Garuda TV
- Country: Netherlands

Programming
- Language: Indonesian
- Picture format: 4:3 SDTV

History
- Launched: December 2005; 20 years ago
- Closed: December 2009

= Garuda TV =

Defunct Dutch television channel

Garuda TV was a Dutch cable television channel aimed primarily at Indonesian and Dutch East Indies immigrants. It was a subscription channel, part of a digital package. Garuda TV's parent company was GTV, based in Jakarta, Indonesia, unrelated to the Indonesian television channel of the same name.

==History==
In late 2004, the company was established with a tentative early 2005 launch date. The channel was owned by PT Altra Excis Investama (AXIS Group) who owned 100% of the channel, and its subsidiary PT Cipta Indah Strategi.

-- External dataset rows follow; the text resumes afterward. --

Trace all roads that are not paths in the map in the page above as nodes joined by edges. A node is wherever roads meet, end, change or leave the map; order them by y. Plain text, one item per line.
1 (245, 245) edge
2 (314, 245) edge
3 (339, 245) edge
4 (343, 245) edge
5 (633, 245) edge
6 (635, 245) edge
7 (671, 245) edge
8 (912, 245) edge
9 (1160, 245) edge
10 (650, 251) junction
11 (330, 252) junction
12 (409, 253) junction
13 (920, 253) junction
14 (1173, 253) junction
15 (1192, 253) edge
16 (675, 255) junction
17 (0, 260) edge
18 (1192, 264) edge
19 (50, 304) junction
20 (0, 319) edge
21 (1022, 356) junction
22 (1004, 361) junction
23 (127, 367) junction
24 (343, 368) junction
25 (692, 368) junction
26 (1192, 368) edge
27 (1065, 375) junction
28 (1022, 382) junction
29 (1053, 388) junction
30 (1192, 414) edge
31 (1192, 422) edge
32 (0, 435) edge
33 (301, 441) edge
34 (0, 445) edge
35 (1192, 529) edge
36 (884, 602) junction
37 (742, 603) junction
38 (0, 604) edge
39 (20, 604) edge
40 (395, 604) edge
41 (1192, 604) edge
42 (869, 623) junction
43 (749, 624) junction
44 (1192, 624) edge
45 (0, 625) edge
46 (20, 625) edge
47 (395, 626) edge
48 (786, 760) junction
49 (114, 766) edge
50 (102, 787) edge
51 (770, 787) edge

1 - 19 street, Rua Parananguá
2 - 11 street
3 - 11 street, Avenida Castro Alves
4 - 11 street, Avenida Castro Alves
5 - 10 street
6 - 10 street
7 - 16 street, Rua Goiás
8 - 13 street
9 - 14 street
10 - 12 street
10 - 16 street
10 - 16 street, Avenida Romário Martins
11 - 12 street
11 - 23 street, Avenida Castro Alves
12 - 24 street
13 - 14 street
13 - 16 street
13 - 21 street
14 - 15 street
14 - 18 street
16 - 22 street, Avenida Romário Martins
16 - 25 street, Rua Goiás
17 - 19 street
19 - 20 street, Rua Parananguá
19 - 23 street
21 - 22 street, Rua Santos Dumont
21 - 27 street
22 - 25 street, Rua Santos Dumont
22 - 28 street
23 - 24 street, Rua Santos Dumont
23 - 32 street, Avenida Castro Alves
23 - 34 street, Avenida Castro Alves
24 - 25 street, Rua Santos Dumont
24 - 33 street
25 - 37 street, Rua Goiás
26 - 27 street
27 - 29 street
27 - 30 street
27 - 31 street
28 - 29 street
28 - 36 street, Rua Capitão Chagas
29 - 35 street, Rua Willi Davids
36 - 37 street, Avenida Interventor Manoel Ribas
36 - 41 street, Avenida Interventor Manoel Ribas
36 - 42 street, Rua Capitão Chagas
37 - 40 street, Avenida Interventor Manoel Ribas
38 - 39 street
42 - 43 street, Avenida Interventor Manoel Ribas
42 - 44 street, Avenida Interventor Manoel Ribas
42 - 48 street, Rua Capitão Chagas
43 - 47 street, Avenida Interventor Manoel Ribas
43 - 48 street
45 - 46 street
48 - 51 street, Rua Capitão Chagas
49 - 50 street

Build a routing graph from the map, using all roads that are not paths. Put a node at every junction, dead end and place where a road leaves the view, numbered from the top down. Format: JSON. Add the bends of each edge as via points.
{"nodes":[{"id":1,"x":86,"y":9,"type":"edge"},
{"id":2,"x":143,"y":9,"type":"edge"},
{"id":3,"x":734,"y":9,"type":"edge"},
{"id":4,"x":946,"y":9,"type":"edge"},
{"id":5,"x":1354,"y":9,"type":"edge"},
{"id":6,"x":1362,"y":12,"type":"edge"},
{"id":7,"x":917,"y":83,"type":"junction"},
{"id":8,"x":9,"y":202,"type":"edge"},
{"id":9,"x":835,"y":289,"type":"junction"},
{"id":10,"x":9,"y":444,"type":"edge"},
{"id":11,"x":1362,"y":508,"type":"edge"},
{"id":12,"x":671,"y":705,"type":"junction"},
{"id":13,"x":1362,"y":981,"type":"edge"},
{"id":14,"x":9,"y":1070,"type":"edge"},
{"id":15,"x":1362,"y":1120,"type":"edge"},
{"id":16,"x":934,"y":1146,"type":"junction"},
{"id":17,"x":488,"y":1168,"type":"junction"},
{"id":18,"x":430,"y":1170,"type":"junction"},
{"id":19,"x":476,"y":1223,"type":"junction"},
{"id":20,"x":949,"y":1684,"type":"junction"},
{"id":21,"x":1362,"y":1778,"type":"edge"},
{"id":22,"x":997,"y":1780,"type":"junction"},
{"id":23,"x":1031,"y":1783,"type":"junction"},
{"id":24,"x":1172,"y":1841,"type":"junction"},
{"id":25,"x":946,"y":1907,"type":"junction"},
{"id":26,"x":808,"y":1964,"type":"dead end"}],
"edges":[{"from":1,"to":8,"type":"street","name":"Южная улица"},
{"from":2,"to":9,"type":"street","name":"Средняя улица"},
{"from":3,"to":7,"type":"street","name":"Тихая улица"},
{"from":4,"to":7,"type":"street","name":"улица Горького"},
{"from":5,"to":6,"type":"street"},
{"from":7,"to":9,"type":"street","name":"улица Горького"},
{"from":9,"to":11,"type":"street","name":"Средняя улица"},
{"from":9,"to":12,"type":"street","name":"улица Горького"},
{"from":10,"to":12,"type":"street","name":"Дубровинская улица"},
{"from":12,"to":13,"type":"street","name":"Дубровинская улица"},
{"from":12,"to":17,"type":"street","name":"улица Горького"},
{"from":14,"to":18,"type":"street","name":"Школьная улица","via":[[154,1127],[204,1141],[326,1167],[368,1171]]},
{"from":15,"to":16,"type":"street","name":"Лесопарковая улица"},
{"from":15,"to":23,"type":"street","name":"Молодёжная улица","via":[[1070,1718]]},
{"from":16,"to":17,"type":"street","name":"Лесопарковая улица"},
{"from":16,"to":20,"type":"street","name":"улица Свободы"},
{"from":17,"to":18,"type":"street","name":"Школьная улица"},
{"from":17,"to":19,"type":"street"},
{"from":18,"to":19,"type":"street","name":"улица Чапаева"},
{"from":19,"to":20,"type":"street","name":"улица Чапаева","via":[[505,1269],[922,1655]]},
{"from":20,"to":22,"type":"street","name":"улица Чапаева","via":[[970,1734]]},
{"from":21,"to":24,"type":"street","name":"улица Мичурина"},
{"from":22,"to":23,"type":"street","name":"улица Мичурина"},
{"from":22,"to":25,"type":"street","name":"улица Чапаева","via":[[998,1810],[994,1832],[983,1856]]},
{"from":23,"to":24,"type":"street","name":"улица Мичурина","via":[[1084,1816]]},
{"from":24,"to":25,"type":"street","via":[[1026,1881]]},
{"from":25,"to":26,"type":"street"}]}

The target audience was made up of Dutch people of Indonesian descent, as well as ethnic Java/Surinamese Dutch and people with active interest in Indonesia who were living in Europe. It procured rights for programs from the main Indonesian channels.

The channel was formally announced in late October 2005, with Casema and Multikabel the first companies to carry it. Experimental broadcasts started in December 2005, becoming regular on 15 January 2006.

By 2009, the channel was in limbo, carrying mainly repeats. Facing this situation, the channel ceased operations gradually during December that year.